::: Source information

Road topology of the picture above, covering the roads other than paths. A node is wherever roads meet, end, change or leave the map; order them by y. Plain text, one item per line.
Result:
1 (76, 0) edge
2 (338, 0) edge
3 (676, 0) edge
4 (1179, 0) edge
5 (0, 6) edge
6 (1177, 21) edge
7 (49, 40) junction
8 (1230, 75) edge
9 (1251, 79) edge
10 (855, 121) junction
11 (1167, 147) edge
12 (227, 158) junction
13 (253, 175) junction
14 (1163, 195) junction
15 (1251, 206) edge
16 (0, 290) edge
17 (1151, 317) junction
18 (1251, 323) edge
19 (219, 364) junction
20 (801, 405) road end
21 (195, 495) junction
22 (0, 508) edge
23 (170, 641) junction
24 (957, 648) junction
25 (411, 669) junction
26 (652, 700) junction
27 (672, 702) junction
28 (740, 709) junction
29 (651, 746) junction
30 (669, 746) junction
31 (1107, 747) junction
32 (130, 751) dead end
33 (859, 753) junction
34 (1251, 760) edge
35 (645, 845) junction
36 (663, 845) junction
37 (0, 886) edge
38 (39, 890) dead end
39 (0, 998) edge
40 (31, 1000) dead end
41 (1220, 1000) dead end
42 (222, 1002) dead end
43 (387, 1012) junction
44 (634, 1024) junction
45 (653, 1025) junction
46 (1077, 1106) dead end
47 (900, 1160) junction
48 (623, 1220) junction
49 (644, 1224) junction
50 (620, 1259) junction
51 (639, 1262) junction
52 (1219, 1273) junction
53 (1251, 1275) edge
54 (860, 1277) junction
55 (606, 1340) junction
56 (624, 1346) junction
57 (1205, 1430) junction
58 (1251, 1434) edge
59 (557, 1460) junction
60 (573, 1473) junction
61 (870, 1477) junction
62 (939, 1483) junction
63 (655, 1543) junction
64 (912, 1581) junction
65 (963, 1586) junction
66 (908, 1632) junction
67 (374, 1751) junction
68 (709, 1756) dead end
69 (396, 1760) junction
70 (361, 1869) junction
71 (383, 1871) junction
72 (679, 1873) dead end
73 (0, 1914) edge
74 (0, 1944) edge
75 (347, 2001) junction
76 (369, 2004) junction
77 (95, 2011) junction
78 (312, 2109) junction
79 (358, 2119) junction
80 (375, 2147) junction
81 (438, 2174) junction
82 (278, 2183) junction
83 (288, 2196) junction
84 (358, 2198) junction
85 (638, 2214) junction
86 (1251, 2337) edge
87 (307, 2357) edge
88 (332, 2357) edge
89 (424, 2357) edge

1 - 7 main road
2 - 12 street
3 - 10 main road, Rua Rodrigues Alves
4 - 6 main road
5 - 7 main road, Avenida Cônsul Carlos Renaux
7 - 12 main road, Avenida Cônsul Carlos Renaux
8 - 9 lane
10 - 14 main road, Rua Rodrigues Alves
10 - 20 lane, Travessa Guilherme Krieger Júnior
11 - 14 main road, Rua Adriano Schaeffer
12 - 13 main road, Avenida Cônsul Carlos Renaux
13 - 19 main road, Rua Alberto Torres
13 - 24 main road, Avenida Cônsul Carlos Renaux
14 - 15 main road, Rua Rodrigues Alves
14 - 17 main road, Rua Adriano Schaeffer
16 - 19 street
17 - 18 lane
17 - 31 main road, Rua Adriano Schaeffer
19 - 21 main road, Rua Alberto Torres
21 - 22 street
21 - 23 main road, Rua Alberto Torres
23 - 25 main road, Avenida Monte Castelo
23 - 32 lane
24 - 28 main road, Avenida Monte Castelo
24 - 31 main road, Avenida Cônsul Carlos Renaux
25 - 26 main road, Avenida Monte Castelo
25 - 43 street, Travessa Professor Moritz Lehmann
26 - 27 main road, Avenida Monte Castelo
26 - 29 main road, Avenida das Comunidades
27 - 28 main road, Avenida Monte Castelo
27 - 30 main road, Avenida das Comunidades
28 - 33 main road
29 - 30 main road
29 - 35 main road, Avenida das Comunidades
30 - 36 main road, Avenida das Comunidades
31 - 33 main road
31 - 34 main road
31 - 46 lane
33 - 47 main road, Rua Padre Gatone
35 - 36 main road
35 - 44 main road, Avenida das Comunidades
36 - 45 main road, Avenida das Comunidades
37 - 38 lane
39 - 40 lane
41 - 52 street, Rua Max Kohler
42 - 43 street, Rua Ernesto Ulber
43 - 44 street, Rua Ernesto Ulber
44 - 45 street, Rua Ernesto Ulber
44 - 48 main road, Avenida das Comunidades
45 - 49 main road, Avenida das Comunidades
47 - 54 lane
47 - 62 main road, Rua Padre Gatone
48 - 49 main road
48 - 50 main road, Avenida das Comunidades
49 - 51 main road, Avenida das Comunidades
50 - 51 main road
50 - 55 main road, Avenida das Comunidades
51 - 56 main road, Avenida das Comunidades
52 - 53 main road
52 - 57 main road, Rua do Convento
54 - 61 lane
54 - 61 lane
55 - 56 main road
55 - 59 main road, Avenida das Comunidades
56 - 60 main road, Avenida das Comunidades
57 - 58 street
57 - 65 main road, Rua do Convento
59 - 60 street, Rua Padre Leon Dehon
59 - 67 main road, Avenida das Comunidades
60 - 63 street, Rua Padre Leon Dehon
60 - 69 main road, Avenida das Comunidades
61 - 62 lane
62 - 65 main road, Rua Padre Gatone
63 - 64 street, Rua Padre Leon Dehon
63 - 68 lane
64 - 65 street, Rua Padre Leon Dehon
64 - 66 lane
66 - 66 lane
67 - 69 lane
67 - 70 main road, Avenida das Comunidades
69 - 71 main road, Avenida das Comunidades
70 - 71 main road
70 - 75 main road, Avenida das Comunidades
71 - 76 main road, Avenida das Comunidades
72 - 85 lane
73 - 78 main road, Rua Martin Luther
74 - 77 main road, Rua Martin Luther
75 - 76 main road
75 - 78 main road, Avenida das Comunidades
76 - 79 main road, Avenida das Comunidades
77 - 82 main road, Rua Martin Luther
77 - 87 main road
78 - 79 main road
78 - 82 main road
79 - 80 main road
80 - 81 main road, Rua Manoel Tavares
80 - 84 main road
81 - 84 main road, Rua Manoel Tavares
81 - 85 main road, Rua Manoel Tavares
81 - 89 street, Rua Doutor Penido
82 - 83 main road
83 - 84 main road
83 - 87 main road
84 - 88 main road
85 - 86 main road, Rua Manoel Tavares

::::::

— What is needed —
Count how many lines in the listing contain the string "Martin". Only that number should be given.

— Written answer —
3